Mondaic - Full Waveform Solutions

Determining the physical units of inputs and outputs in Salvus requires understanding which interpretation of the governing equations is chosen. Salvus supports several physically consistent interpretations for the scalar acoustic potential in purely acoustic simulations, and a unique one when acoustic and elastic physics are coupled. This page lists all supported interpretations, how to translate saved fields to physically meaningful quantities (pressure, particle velocity, displacement), and the special role of the coupled case.

In the elastic wave equation, all outputs are given in their canonical SI units. This is in contrast to the acoustic case, where the units depend on the chosen interpretation of the scalar field, typically some potential. Note that in coupled acoustic-elastic simulations, only one interpretation is allowed.

The strong form we solve is written in a unified way as

\rho^{-1} c^{-2} \partial_t^2 \phi = \nabla \cdot (\rho^{-1} \nabla \phi) + f,

with density $\rho$ , wave speed $c$ , scalar potential $\phi$ , and source term $f$ . Different physical choices for the dimensions assigned to $\phi$ and $f$ lead to different practical post-processing steps. Salvus does not enforce a single convention for pure acoustic runs; you decide which table below applies.

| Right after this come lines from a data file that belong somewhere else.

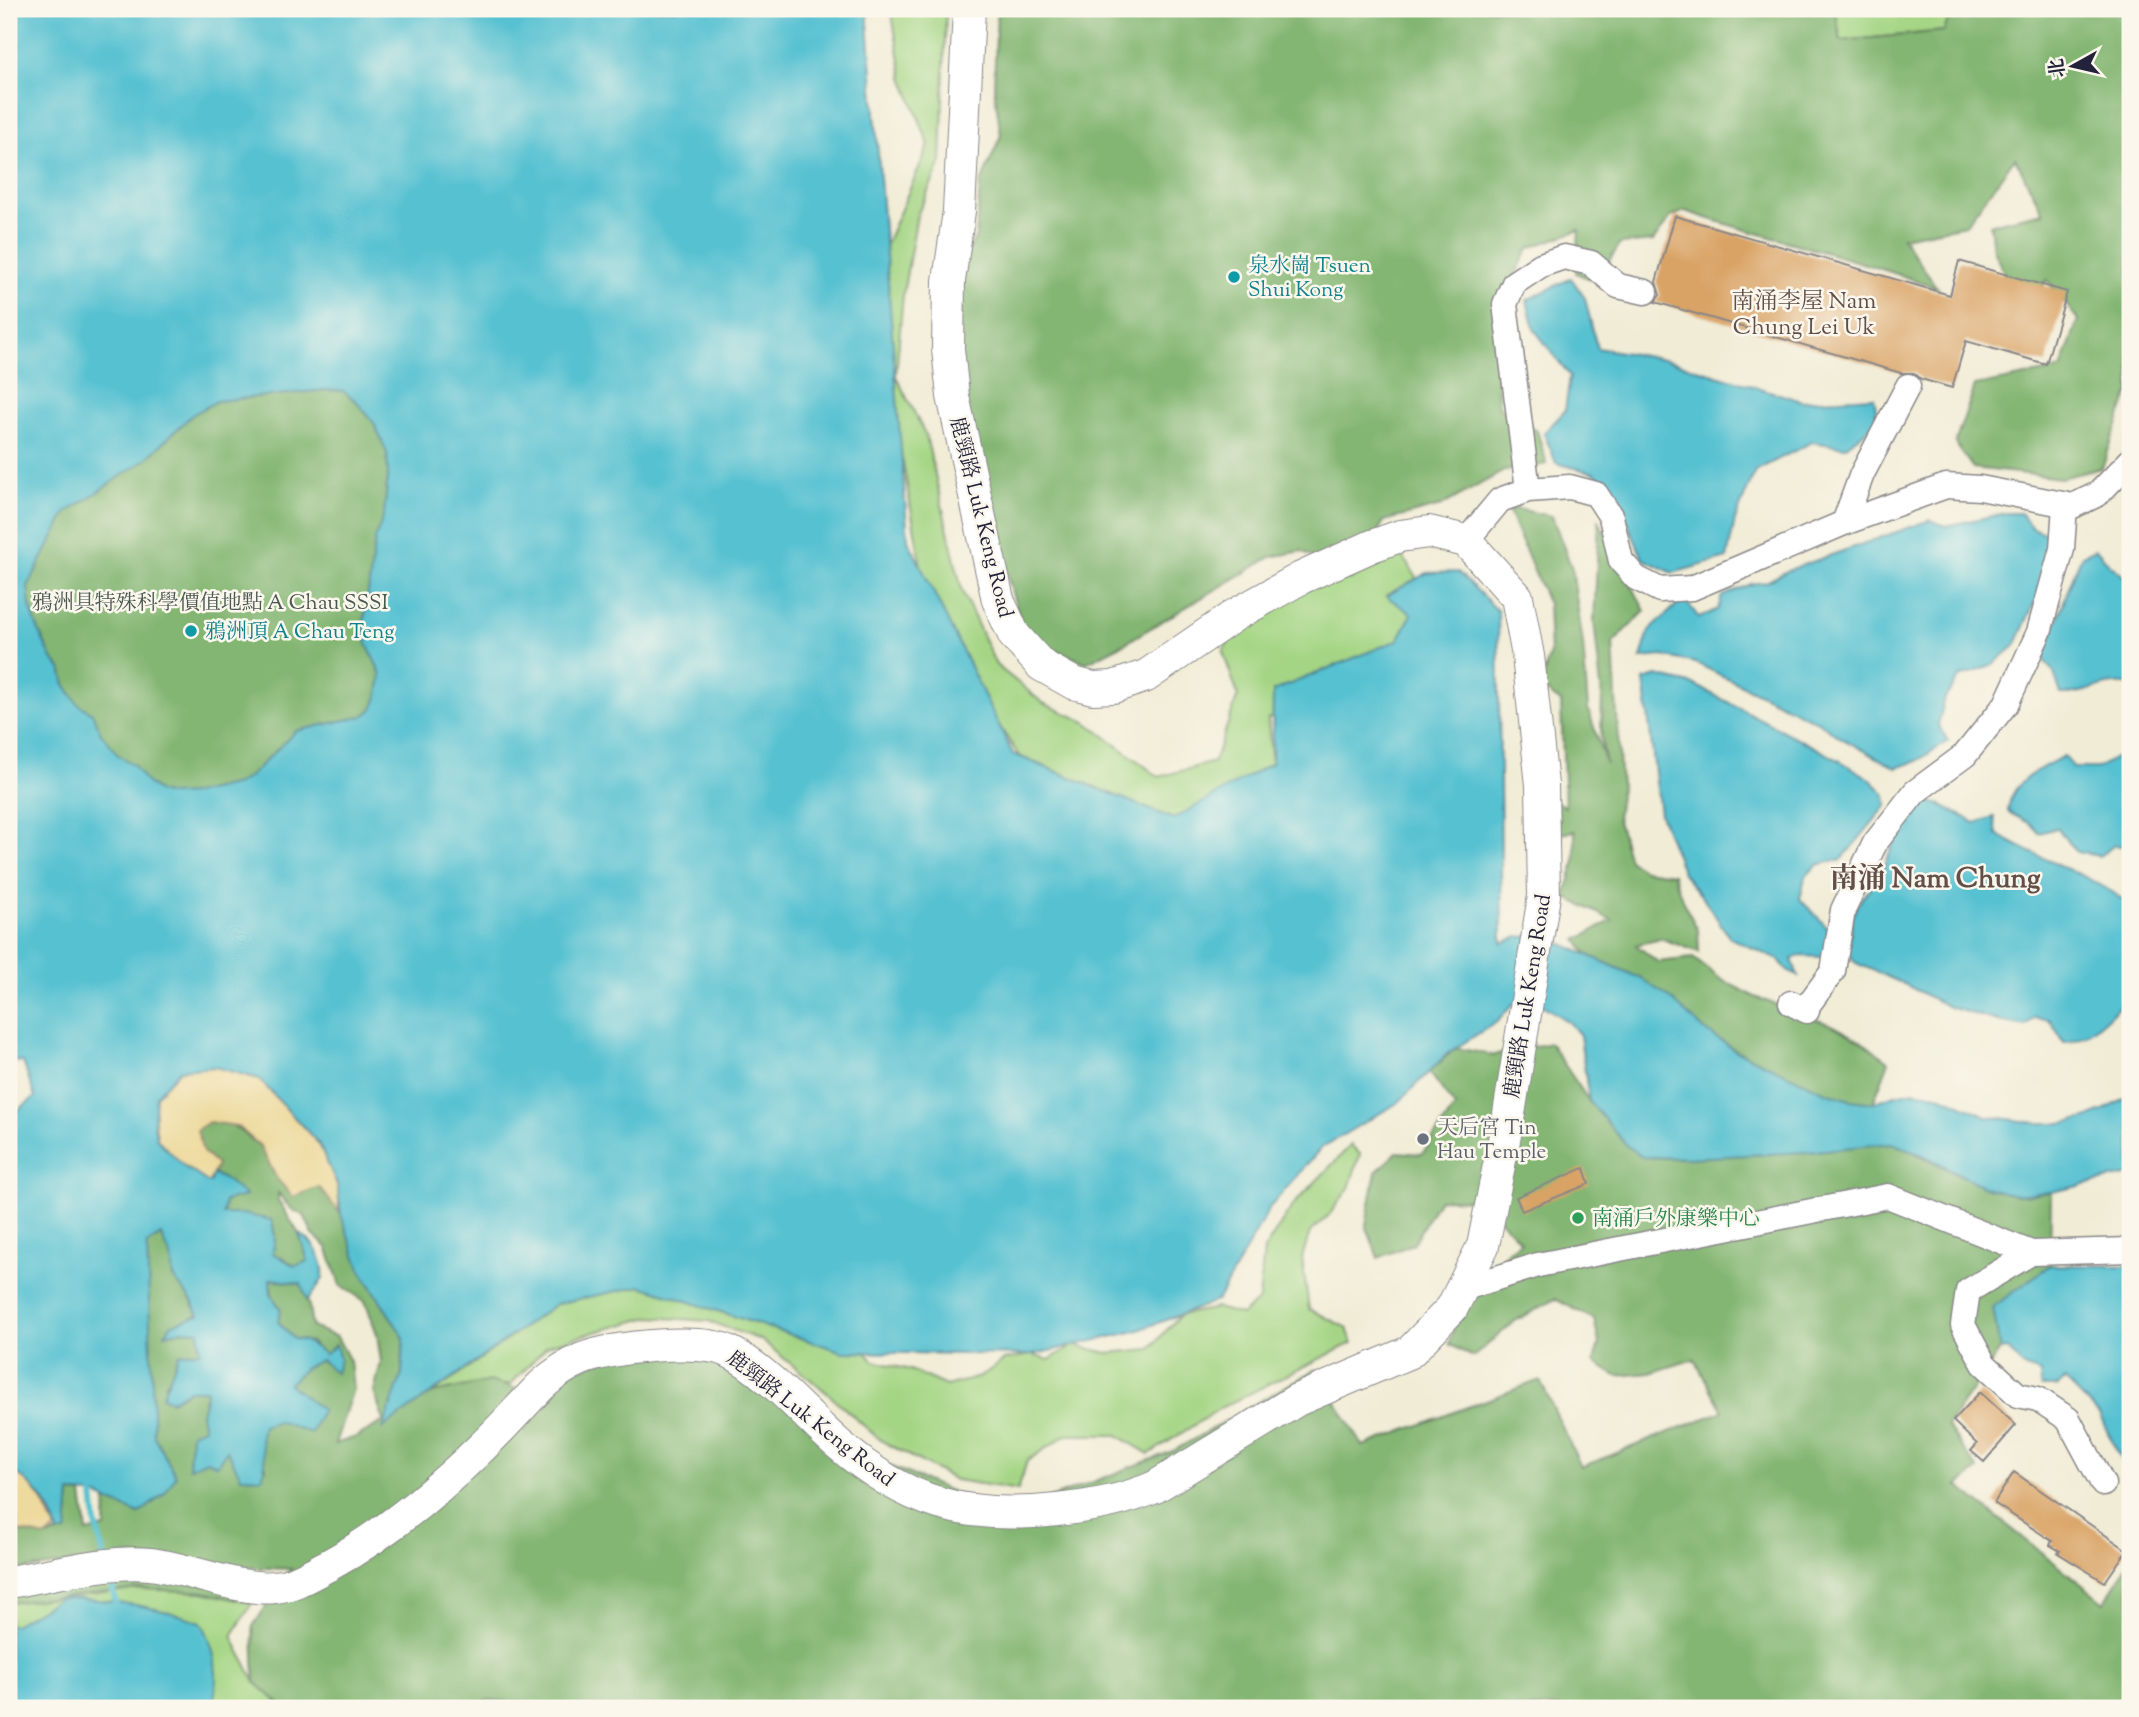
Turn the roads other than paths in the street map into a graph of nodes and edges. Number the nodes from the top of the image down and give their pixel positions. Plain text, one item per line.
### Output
1 (970, 9) edge
2 (1645, 292) dead end
3 (1908, 386) dead end
4 (2130, 461) edge
5 (1528, 489) junction
6 (2065, 505) junction
7 (1844, 523) junction
8 (1466, 541) junction
9 (1791, 1003) dead end
10 (2130, 1251) edge
11 (2031, 1253) junction
12 (1462, 1289) junction
13 (2104, 1484) dead end
14 (9, 1582) edge

1 - 8 street, 鹿頸路 Luk Keng Road
2 - 5 street
3 - 7 street
4 - 6 street
5 - 7 street
5 - 8 street
6 - 7 street
6 - 9 street
8 - 12 street, 鹿頸路 Luk Keng Road
10 - 11 street
11 - 12 street
11 - 13 street
12 - 14 street, 鹿頸路 Luk Keng Road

In the first interpretation, the source term represents a volumetric injection rate with units $[f]=\text{s}^{-1}$ , one finds $[\phi]=\text{Pa}\,s$ . To get pressure and particle velocity, use:

Desired output	Expression	Field to save	Further operations
Pressure (Pa)	$\partial_t \phi$	`["phi_t"]`	None
Particle velocity ( $\text{m}\,\text{s}^{-1}$ )	$\rho^{-1} \nabla \phi$	`["gradient-of-phi"]`	Multiply by inverse density

Assume $f$ carries divergence of force density units $[f]=\text{N}\,\text{m}^{-4}$ , we find $[\phi]=\text{kg}^2\,\text{m}^{-4}\,\text{s}^{-2}$ . Then

Desired output	Expression	Field to save	Further operations
Pressure (Pa)	$\rho^{-1} \phi$	`["phi"]`	Multiply by inverse density
Particle velocity ( $\text{m}\,\text{s}^{-1}$ )	$\rho^{-2} \int \nabla \phi\, dt$	`["gradient-of-phi"]`	Time integration + multiply by $\rho^{-2}$

Motivated by interface coupling (see below) we can assign $[\phi]=\text{kg}/\text{m}$ . Plugging this into the same governing equation implies a dimensionless right hand side in the strong form (i.e., $[f]=1$ ). This means that the source term becomes a normalized monopole source strength. For more insight in this, see the section on conversions below. Practical consequences:

Desired output	Expression	Field to save	Further operations
Pressure (Pa)	$-\partial_t^2 \phi$	`["phi_tt"]`	Multiply by -1
Normal displacement (at interface) ( $\text{m}$ )	$\rho^{-1} \partial_n \phi$	`["gradient-of-phi"]`	Select normal component & multiply by $1/\rho$
Particle displacement (bulk) ( $\text{m}$ )	$\rho^{-1} \nabla \phi$	`["gradient-of-phi"]`	Multiply by $1/\rho$
Particle velocity (bulk) ( $\text{m}$ )	$\partial_t \rho^{-1} \nabla \phi$	`["gradient-of-phi"]`	Multiply by $1/\rho$ , then take the time derivative*

*Note that one could also output [phi_t] and then compute the gradient afterwards, but this is much more involved on unstructured meshes than taking the time derivative of the gradient field with e.g. a central difference (higher order) scheme.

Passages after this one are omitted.